[DATA TO USE Boundary: Start]

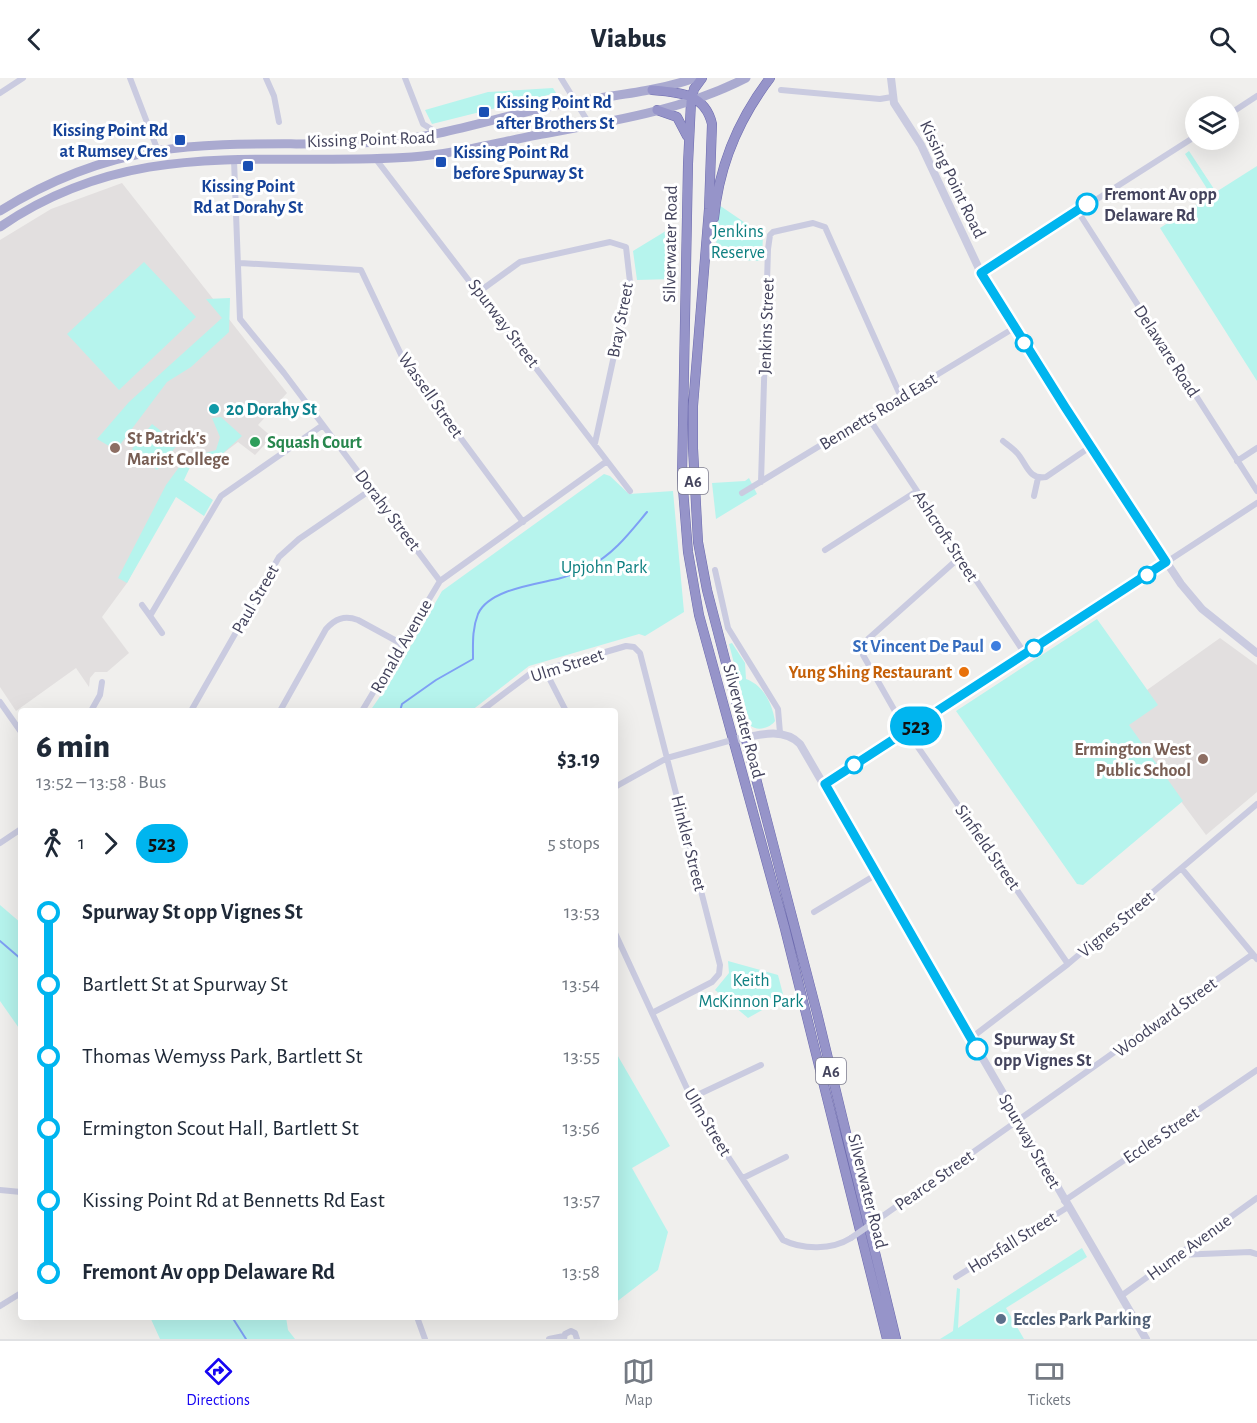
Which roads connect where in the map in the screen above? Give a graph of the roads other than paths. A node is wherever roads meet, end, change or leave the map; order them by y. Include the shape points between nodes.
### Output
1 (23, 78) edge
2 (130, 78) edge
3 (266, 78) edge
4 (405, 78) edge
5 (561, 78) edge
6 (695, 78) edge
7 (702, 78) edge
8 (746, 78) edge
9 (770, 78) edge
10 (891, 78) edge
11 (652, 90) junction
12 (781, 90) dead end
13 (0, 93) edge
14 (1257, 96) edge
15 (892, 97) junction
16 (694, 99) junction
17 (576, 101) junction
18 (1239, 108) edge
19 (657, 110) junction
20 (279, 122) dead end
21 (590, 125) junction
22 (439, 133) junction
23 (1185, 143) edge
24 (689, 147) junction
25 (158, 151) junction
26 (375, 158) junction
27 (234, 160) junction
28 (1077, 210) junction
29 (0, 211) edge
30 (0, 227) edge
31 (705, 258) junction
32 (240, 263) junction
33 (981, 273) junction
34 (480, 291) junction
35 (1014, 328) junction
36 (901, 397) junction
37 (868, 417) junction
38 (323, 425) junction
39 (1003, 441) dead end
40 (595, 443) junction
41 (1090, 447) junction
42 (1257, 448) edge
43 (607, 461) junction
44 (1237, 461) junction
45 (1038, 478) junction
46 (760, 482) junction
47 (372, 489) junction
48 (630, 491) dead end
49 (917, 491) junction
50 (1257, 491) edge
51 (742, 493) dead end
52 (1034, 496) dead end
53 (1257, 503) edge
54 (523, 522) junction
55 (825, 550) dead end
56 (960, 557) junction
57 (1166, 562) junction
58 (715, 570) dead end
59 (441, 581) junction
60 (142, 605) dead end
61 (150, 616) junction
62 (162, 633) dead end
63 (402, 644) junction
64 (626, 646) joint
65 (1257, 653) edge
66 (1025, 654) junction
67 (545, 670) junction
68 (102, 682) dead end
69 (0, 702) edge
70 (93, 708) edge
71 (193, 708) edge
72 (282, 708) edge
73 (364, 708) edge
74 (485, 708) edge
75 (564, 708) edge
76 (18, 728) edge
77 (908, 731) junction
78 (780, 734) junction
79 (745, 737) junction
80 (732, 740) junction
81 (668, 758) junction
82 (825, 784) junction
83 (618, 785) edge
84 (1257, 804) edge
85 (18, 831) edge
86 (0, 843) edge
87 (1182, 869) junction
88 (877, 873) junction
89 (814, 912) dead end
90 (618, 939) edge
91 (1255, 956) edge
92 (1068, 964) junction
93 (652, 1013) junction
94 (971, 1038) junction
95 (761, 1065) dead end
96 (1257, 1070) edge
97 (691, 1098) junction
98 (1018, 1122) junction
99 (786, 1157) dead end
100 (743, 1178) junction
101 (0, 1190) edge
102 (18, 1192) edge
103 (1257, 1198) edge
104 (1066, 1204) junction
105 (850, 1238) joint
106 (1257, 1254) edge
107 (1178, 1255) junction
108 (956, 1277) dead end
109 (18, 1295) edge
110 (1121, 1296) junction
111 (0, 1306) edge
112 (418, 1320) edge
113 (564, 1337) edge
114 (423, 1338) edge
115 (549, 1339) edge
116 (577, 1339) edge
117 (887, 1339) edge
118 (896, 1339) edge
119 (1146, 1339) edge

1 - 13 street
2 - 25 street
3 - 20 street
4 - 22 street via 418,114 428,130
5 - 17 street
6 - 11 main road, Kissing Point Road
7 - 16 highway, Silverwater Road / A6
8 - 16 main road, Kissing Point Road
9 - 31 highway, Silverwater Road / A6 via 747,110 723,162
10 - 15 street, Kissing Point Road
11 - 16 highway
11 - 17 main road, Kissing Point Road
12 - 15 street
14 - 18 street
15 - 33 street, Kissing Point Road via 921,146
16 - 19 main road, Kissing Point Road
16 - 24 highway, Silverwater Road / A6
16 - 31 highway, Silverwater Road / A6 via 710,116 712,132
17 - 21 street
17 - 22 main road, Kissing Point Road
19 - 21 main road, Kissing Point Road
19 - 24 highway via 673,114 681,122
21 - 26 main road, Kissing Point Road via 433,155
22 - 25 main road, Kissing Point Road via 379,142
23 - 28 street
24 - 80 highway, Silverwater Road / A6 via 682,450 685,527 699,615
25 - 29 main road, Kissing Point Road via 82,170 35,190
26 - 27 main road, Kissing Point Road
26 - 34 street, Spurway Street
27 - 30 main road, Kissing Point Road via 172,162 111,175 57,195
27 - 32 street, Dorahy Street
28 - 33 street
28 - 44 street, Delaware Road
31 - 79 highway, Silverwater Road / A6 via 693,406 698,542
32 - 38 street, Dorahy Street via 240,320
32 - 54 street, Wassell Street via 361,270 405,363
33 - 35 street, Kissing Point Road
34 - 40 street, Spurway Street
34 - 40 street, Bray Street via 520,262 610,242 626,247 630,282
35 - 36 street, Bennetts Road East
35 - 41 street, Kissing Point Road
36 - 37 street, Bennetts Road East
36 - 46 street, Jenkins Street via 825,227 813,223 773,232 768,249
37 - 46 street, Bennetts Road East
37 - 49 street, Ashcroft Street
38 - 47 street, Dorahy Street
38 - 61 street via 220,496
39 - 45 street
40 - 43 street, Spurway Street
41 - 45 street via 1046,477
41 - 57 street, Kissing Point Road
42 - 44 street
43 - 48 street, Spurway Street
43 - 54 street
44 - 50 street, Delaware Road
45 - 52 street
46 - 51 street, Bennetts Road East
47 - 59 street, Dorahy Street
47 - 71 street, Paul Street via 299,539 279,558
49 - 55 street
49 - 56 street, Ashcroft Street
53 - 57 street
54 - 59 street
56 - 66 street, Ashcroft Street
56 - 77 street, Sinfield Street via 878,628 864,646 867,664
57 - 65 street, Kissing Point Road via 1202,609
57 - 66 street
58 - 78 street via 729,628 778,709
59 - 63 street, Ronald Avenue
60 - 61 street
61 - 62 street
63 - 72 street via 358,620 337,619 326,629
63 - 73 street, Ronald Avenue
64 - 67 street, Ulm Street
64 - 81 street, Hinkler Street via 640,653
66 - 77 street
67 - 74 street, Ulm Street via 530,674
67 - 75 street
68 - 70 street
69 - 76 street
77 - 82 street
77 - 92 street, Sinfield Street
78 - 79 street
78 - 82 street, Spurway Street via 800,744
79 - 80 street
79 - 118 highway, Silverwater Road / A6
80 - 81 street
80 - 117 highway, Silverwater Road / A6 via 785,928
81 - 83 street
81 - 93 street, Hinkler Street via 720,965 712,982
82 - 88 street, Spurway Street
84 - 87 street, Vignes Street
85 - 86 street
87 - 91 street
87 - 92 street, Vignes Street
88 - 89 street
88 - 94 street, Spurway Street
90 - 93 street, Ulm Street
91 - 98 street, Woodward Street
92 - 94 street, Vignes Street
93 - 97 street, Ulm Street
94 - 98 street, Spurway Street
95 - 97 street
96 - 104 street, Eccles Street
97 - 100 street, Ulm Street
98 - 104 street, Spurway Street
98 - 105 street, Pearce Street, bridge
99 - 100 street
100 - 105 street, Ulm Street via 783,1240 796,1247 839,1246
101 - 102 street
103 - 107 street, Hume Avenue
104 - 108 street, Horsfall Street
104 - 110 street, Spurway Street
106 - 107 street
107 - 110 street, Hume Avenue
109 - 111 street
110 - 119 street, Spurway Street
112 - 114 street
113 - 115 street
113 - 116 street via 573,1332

[DATA TO USE Boundary: End]
[DATA TO USE Boundary: Start]

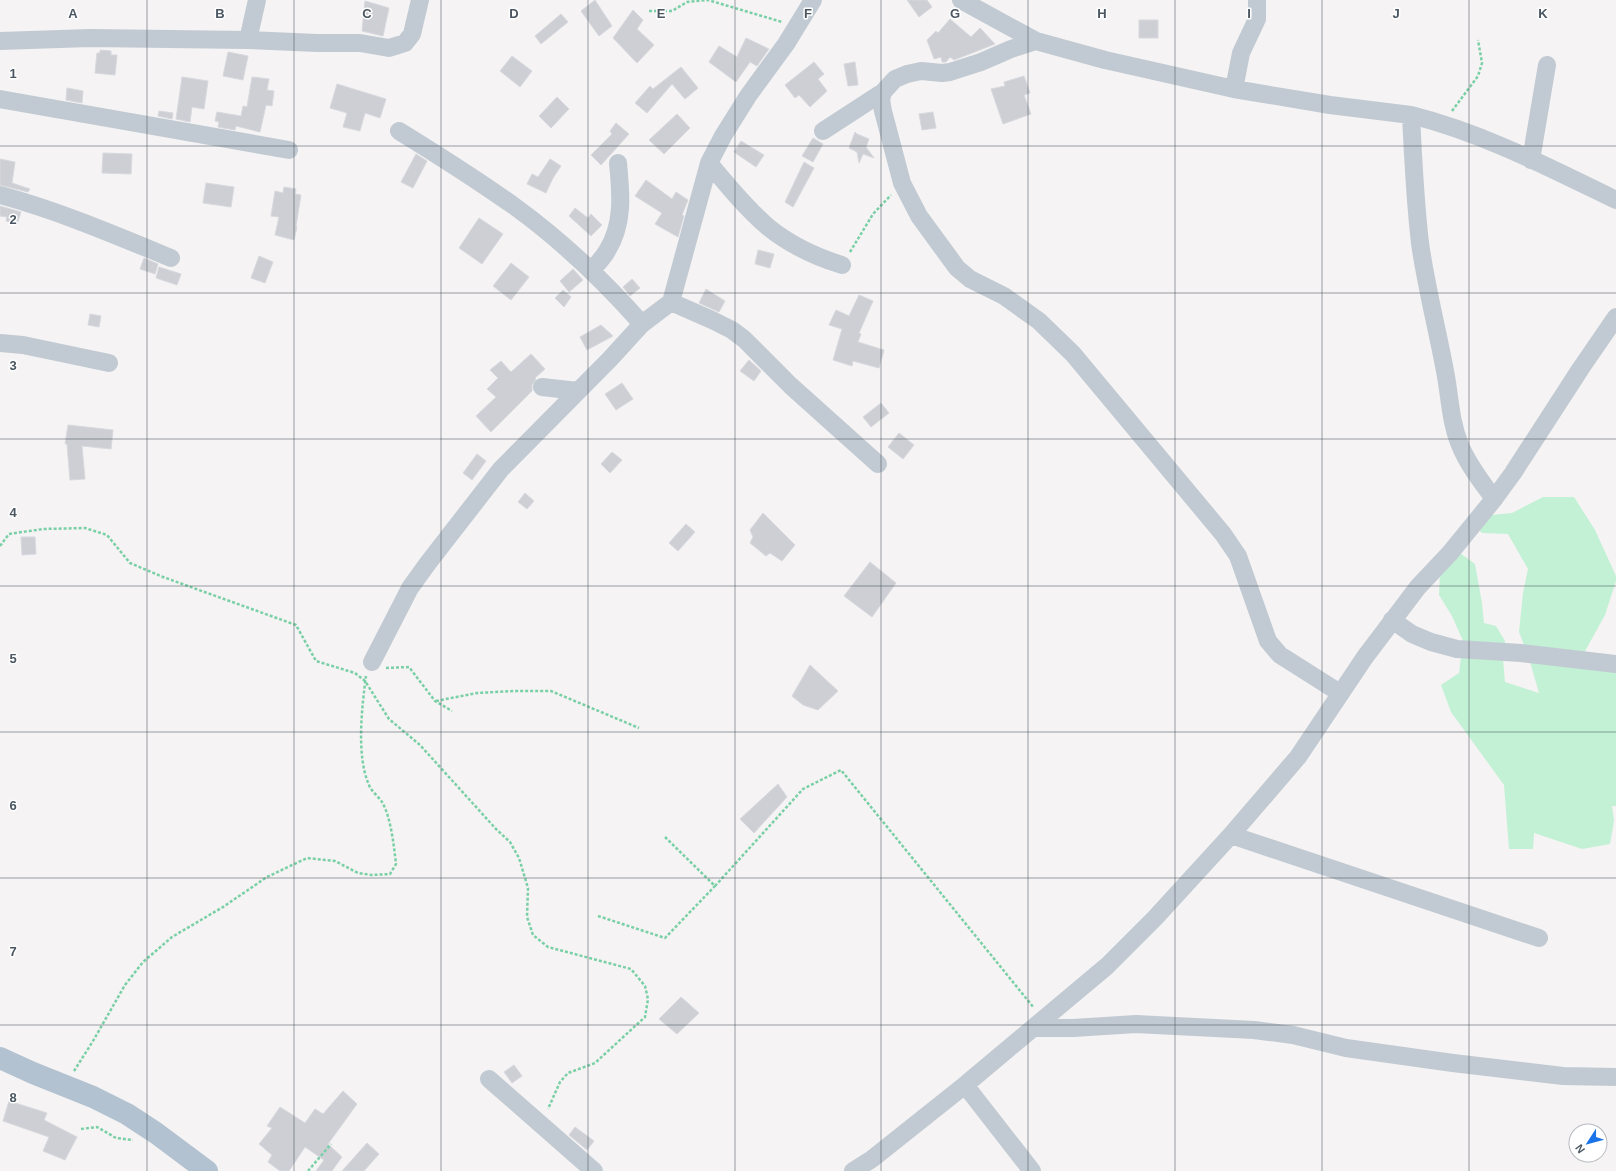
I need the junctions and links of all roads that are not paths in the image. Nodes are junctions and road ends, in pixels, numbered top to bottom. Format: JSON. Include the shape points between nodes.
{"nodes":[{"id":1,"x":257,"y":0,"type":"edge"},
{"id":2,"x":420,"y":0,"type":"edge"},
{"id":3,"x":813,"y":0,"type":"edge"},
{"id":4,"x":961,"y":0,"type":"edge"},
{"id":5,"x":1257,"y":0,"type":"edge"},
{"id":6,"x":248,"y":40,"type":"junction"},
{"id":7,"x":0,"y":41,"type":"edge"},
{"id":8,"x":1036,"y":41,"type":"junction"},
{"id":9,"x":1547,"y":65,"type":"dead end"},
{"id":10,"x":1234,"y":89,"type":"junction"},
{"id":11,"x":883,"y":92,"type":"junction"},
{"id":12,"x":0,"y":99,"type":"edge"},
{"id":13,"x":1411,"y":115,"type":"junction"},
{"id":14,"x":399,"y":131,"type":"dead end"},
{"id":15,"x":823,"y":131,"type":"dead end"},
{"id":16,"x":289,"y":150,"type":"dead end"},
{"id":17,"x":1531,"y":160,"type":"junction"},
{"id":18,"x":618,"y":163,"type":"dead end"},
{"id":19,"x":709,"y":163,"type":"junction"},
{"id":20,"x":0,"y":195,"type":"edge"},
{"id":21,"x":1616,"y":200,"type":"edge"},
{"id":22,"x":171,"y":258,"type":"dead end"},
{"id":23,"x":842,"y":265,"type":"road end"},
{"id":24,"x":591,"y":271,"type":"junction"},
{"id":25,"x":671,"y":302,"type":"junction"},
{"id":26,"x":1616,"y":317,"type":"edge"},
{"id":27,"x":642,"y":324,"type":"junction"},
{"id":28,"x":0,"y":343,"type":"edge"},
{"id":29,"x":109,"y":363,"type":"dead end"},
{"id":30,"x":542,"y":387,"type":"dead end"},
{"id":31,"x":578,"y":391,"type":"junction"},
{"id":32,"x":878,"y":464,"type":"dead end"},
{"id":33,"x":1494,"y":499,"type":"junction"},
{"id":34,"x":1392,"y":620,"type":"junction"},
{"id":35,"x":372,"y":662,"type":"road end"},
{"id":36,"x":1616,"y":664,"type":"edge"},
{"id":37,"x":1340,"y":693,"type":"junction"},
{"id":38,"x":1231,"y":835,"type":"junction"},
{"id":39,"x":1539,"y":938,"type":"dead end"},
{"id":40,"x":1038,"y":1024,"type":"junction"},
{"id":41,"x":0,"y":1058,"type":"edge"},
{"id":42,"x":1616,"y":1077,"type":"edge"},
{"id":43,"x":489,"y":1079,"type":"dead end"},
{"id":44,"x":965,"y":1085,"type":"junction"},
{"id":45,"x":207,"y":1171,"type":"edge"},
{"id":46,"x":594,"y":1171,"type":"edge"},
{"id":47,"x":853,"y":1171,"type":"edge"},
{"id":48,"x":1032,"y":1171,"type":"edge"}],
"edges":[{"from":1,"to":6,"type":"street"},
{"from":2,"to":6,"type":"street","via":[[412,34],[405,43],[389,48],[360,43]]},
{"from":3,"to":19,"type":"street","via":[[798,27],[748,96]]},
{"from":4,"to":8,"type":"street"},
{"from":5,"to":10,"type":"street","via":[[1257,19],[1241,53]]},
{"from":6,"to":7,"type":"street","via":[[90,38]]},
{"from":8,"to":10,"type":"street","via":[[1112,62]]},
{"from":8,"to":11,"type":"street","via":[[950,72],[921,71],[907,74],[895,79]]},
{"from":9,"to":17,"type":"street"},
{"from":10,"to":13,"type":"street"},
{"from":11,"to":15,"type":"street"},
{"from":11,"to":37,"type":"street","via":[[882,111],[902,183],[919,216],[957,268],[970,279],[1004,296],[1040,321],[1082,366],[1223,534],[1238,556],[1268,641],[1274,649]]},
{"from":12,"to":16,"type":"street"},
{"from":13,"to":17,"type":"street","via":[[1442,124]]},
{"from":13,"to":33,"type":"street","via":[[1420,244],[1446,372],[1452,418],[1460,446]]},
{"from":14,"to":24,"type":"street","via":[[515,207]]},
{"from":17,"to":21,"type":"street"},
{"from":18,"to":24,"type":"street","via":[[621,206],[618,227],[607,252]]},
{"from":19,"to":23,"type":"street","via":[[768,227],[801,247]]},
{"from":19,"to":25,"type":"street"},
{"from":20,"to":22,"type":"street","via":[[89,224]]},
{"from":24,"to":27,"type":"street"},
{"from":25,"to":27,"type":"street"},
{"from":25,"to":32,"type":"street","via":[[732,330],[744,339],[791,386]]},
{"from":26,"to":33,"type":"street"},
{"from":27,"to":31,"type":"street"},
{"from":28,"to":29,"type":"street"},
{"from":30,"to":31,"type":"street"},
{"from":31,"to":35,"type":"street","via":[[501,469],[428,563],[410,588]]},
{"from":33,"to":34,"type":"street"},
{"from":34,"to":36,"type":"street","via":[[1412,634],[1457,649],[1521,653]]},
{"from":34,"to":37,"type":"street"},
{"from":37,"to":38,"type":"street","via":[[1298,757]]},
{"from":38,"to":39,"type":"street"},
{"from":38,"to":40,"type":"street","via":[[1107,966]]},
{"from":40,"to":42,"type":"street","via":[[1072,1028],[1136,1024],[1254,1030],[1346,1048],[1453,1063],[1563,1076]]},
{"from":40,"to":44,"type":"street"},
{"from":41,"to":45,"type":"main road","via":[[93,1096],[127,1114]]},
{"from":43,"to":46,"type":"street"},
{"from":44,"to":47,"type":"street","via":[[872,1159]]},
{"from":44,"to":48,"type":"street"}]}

[DATA TO USE Boundary: End]

What is needed is every line of the records that contains the word "Sinfield".

56 - 77 street, Sinfield Street via 878,628 864,646 867,664
77 - 92 street, Sinfield Street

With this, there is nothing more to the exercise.